Anne-Bénédicte Hoffner et Gauthier Vaillant


Repères : la méthodologie de l’enquête


Pour réaliser l’enquête « chrétiens engagés », l’institut Ipsos a extrait d’un échantillon représentatif de la population métropolitaine âgée de 18 ans et plus de 28 204 personnes, une sous-population de 15 174 personnes se désignant comme catholiques (pratiquantes ou non). Elles représentent 53,8 % de la population. Ce groupe se subdivise en fonction du rapport à la pratique de la messe.

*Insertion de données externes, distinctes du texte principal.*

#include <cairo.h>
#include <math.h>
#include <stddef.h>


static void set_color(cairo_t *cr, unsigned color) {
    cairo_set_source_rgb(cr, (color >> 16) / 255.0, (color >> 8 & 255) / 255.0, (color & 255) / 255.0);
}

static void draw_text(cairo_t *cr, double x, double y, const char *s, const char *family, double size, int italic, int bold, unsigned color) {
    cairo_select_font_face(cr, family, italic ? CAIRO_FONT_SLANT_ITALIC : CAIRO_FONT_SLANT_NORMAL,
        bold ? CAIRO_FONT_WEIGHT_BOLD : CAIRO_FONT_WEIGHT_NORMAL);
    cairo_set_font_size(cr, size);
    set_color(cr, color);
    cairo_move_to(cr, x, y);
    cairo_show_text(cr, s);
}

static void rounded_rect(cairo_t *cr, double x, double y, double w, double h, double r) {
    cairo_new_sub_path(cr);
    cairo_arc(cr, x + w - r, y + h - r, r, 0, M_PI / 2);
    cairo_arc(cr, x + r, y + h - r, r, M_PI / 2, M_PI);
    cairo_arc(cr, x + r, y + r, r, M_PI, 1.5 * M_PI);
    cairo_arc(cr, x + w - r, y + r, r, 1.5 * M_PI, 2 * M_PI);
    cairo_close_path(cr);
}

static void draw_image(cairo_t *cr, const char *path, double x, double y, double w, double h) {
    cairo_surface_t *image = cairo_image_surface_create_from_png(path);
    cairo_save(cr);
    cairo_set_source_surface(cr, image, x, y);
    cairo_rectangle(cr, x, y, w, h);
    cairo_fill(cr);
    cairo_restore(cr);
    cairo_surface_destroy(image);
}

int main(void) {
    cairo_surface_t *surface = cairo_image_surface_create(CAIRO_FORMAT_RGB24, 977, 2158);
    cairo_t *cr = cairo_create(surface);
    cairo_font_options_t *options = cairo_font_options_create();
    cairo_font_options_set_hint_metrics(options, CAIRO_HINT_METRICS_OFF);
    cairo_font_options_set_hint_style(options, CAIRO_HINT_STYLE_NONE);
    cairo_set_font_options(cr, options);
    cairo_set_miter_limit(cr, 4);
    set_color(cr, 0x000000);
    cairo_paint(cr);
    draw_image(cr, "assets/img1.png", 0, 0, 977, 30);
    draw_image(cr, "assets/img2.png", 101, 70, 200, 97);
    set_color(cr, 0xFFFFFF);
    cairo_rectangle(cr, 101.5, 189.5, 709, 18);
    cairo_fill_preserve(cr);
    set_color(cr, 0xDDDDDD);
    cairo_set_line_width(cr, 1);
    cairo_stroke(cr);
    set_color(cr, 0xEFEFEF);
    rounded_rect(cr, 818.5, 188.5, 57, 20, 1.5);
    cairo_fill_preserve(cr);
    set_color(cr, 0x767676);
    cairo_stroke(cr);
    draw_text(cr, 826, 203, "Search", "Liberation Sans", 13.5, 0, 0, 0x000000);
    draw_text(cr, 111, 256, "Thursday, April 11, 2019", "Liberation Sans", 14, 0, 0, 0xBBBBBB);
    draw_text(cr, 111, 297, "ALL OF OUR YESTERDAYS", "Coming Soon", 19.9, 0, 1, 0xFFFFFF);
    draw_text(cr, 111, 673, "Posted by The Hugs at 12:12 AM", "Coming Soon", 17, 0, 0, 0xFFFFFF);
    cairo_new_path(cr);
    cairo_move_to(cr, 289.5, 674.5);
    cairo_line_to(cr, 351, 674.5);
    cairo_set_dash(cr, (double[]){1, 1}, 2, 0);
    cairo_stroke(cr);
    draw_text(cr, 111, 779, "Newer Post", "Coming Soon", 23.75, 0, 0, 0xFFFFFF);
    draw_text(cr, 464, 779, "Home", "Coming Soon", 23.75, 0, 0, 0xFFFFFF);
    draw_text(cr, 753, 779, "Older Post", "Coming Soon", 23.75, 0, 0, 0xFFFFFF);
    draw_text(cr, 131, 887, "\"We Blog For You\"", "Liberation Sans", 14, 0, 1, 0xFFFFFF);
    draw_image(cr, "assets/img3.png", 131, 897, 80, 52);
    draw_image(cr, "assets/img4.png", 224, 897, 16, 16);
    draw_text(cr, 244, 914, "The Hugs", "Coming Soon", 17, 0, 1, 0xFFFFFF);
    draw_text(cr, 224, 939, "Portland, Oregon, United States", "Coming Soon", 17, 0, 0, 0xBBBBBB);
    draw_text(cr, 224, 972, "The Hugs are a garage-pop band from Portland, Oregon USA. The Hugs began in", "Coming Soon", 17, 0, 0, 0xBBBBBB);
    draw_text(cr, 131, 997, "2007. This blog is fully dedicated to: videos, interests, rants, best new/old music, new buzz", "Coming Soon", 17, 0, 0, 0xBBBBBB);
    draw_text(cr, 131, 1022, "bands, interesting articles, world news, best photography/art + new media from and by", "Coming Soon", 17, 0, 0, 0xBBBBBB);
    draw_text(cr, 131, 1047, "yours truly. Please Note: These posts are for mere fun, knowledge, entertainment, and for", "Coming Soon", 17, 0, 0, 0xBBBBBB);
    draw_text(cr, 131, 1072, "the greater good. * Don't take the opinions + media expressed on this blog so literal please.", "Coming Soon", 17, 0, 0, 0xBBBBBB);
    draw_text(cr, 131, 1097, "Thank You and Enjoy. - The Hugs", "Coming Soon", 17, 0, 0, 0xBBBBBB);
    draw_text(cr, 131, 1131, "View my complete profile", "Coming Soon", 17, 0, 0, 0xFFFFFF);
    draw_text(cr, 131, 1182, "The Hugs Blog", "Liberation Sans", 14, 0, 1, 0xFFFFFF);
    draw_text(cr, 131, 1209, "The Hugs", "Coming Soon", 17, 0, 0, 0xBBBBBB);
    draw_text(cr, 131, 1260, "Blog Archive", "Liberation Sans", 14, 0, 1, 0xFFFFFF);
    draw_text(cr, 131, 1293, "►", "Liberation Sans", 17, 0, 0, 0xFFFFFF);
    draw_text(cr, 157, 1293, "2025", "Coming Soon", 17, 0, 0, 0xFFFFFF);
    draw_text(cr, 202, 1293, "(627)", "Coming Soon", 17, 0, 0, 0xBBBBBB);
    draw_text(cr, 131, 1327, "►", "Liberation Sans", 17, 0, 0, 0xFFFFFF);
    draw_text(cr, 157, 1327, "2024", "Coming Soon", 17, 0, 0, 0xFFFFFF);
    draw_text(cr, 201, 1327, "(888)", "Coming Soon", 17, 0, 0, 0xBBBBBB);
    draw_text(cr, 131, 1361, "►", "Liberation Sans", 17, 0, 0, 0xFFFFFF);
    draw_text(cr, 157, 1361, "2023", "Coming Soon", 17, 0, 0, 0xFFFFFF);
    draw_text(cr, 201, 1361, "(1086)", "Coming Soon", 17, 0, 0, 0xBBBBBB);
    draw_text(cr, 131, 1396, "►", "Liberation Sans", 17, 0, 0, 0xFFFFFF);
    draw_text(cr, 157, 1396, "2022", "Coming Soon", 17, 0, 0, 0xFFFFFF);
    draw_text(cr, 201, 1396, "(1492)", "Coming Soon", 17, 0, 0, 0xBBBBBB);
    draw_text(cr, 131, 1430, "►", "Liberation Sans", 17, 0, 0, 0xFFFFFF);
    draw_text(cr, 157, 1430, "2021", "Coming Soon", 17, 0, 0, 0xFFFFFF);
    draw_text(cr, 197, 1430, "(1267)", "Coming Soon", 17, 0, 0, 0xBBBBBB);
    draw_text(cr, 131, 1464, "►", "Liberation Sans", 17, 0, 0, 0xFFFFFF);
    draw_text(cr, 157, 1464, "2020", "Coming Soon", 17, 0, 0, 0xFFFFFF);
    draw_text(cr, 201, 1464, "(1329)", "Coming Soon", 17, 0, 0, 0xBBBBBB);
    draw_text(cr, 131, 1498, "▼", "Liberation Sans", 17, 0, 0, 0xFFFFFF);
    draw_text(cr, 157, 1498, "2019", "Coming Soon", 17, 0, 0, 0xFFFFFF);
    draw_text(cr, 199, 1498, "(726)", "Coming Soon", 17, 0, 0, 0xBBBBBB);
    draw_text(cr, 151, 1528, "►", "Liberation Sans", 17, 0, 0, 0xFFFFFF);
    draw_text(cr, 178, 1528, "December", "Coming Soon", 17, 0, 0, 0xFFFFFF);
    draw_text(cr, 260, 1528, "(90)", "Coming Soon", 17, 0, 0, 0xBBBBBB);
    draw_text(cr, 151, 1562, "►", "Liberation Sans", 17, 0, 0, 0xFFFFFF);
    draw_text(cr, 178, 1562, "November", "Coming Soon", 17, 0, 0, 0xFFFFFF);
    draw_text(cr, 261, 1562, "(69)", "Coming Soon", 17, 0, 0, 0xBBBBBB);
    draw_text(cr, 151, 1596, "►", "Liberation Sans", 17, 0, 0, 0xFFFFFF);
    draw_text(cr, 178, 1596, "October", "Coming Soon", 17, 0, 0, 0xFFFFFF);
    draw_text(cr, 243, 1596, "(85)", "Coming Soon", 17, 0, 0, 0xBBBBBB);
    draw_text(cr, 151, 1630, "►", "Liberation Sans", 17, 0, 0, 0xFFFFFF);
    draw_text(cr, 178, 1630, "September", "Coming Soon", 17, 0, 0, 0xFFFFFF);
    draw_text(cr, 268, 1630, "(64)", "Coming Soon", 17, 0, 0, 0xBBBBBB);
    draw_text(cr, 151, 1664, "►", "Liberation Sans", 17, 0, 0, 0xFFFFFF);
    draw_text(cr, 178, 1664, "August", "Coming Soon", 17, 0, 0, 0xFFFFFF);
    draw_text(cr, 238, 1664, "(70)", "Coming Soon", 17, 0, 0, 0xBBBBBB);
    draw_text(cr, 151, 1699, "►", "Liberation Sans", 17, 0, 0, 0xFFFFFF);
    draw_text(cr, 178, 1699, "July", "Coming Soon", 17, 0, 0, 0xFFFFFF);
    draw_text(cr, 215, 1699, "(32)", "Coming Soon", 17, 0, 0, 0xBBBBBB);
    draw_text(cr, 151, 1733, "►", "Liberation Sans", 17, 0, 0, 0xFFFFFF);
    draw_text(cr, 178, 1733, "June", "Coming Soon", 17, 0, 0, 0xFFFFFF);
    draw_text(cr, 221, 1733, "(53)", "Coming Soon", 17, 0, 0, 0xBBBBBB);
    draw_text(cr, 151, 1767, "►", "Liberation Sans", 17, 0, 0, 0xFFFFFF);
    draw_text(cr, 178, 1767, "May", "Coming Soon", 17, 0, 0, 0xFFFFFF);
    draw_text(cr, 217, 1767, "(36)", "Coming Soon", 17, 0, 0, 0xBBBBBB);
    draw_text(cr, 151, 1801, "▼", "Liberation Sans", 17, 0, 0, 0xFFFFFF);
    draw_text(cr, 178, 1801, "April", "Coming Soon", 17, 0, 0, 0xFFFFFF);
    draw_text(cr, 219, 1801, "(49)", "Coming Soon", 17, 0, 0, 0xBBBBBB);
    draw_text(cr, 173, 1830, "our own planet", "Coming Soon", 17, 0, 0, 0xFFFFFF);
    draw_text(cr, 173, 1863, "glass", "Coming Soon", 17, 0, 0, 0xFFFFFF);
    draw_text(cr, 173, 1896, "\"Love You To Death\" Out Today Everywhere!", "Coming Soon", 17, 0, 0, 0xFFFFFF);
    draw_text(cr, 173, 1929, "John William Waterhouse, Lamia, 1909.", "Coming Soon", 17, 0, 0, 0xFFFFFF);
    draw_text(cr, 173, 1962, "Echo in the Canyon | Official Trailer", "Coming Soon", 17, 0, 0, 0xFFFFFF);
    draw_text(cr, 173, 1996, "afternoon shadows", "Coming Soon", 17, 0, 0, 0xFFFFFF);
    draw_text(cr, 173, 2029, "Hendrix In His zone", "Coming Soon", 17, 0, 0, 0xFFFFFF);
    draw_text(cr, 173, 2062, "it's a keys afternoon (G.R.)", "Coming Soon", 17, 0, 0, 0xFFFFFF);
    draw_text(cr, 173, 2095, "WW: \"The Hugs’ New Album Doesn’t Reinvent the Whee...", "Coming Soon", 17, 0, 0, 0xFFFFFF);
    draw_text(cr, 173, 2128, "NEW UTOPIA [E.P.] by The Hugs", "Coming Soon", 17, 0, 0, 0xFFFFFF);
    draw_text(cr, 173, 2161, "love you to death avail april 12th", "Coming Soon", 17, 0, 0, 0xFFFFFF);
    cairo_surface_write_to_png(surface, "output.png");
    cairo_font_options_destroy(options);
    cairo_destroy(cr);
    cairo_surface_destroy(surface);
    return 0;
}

Parmi eux, il a pu être constitué un nouvel échantillon (1 007 enquêtés) représentatif des catholiques considérés comme des « catholiques engagés », c’est-à-dire : les catholiques pratiquants (hebdomadaire, quelques fois par mois, grands rassemblements, grandes fêtes religieuses), qu’ils se déclarent « engagés » ou non ; les catholiques non-pratiquants qui se déclarent « engagés ».
L’enquête a été réalisée en juin 2016 par la méthode des quotas. La marge d’erreur pour un pourcentage donné dépend de la taille du sous-échantillon traité. Pour une population de 1 000 la marge d’erreur est environ de 3 % : elle peut être de 5 % pour une population de 500 et de 7 % pour une population de 200.